Crush ships a built-in jq command (via github.com/itchyny/gojq) available in the bash tool. No external binary is required.

Supported Flags

Flag Description
-r, --raw-output Output strings without quotes
-j, --join-output Like -r but no trailing newline
-c, --compact-output One-line JSON output
-s, --slurp Read all inputs into an array
-n, --null-input Use null as input (ignore stdin)
-e, --exit-status Exit 1 if last output is false or null
-R, --raw-input Read each line as a string, not JSON
--arg name value Bind $name to a string value
--argjson name value Bind $name to a parsed JSON value

File arguments after the filter are also supported: jq '.foo' file.json.

Differences from Standard jq

The built-in uses gojq, which is a pure-Go jq implementation. Key differences:

  • No object key ordering — keys are sorted by default; keys_unsorted and -S are unavailable.
  • Arbitrary-precision integers — large integers keep full precision (addition, subtraction, multiplication, modulo, division when divisible).
  • String indexing"abcde"[2] returns "c".
  • Not supported--ascii-output, --seq, --stream, --stream-errors, -f/--from-file, --slurpfile, --rawfile, --args, --jsonargs, input_line_number, $__loc__, some regex features (backreferences, look-around).
  • YAML — gojq supports --yaml-input/--yaml-output but the built-in does not currently expose these flags.

Common Patterns

Extract a field:

echo '{"name":"crush"}' | jq '.name'

Filter an array:

echo '[1,2,3,4,5]' | jq '[.[] | select(. > 3)]'

Reshape objects:

echo '{"first":"Ada","last":"Lovelace"}' | jq '{full: (.first + " " + .last)}'

Use variables:

echo '{}' | jq --arg host localhost --argjson port 8080 '{host: $host, port: $port}'

Slurp multiple JSON values:

echo '{"a":1}{"b":2}' | jq -s '.'

Compact output for piping:

echo '{"a":1}' | jq -c '.a += 1'

Raw string output:

echo '["one","two","three"]' | jq -r '.[]'

Process a file:

jq '.dependencies | keys' package.json

Null input for constructing JSON:

jq -n --arg msg hello '{"message": $msg}'

Tips

  • Pipe jq output to other commands: jq -r '.url' data.json | xargs curl
  • Chain filters with | inside the expression, not shell pipes.
  • Use try to suppress errors on missing keys: jq 'try .foo.bar'
  • Use // "default" for fallback values: jq '.name // "unknown"'
  • Use @csv, @tsv, @base64, @html, @uri for format strings.

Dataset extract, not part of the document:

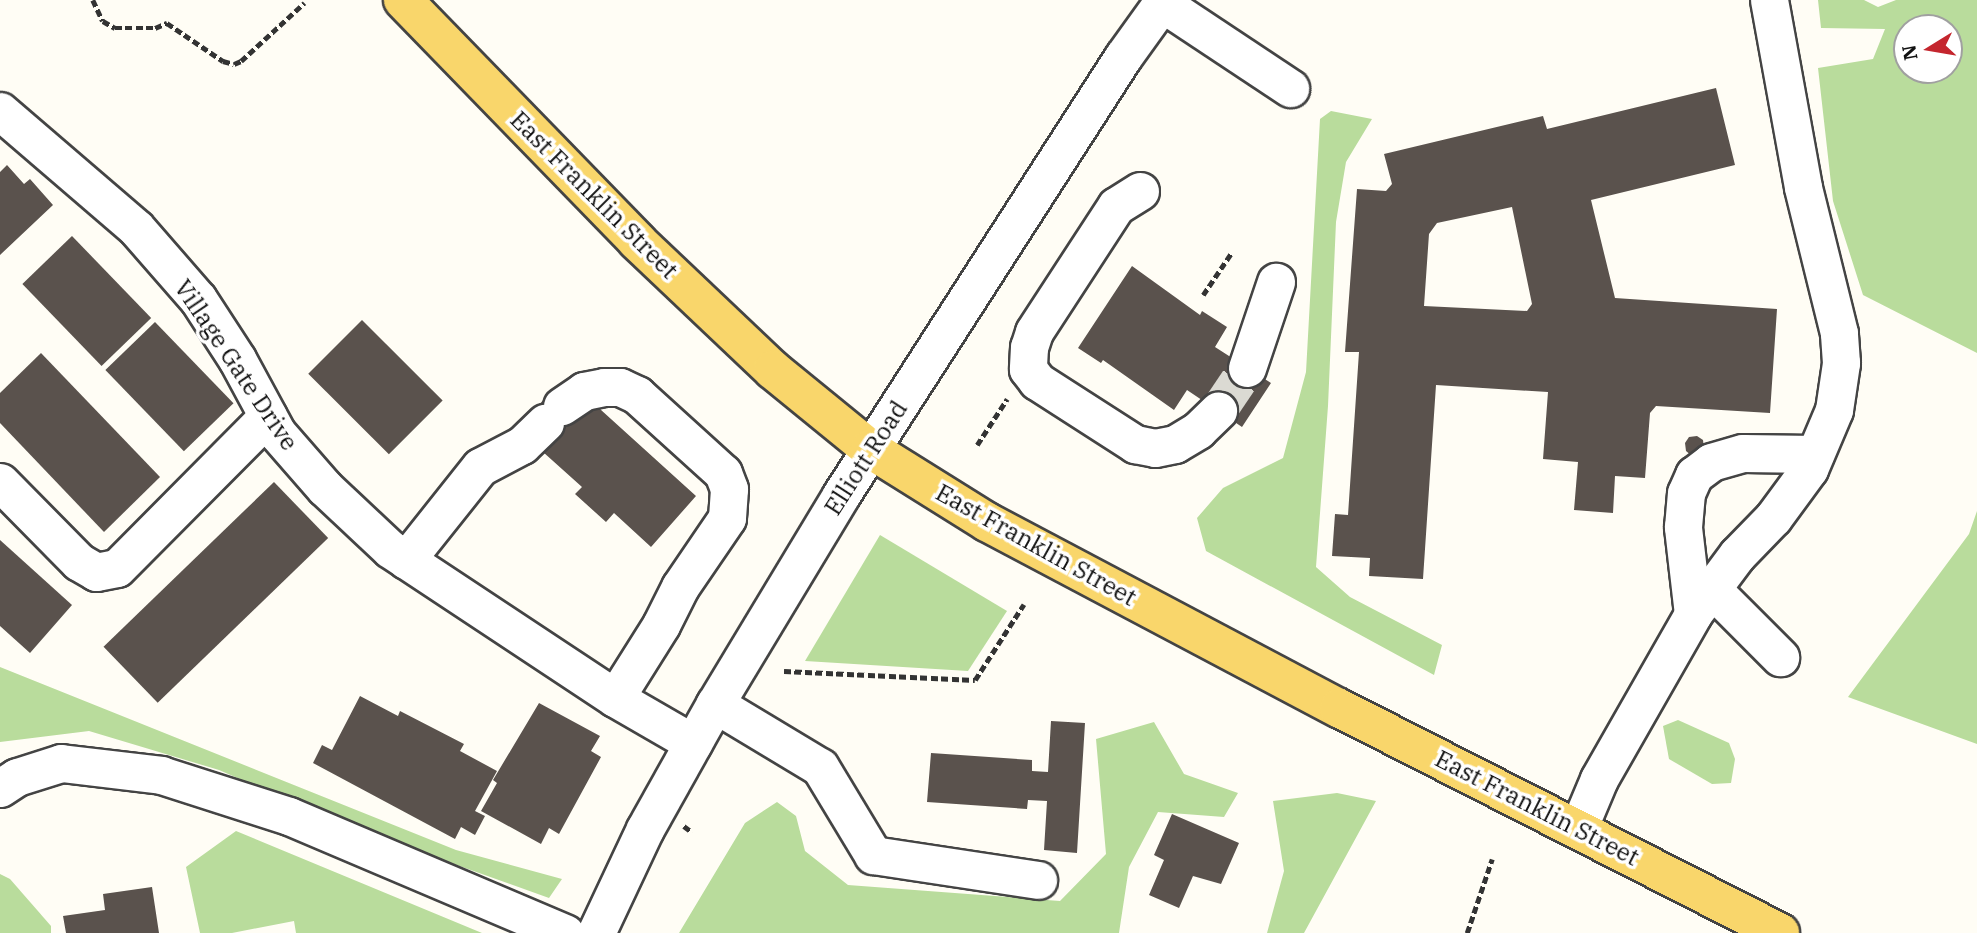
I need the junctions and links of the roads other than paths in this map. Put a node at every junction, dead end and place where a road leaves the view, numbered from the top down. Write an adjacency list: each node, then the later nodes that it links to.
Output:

Filtering remote JSON with fetch

The fetch tool accepts an optional jq parameter that applies a jq expression to the response body server-side. Prefer it over pulling entire JSON payloads into context — it's faster, cheaper, and avoids manual counting mistakes.

fetch(url="https://api.example.com/items", jq="length")
fetch(url="https://api.example.com/items", jq="[.[].name]")
fetch(url="https://catwalk.charm.sh/v2/providers",
      jq="[.[].models | length] | add")

When jq is set, format is ignored (and optional) and the body is parsed as JSON.

Fixing jq filter errors

If your jq filter assumes the wrong top-level shape, fetch returns an error with an (input shape: ...) hint. Fix the filter using that hint — do not retry without a filter. Common corrections:

Hint Your filter Fixed filter
array of N items; first item is object with keys: ... .providers[].name .[].name
object with keys: data, meta, ... .[].name .data[].name
object with keys: items, ... length .items | length

Large JSON without a filter

If fetch ends its response with a [crush-hint: response body is N bytes of JSON. Prefer re-calling fetch() with a jq expression ...] banner, re-issue the call with a jq expression. Loading multi-hundred-KB JSON payloads into context tends to trigger context-overflow errors on downstream providers. The banner is appended (not prepended), so the JSON body above it is still valid and parseable on its own.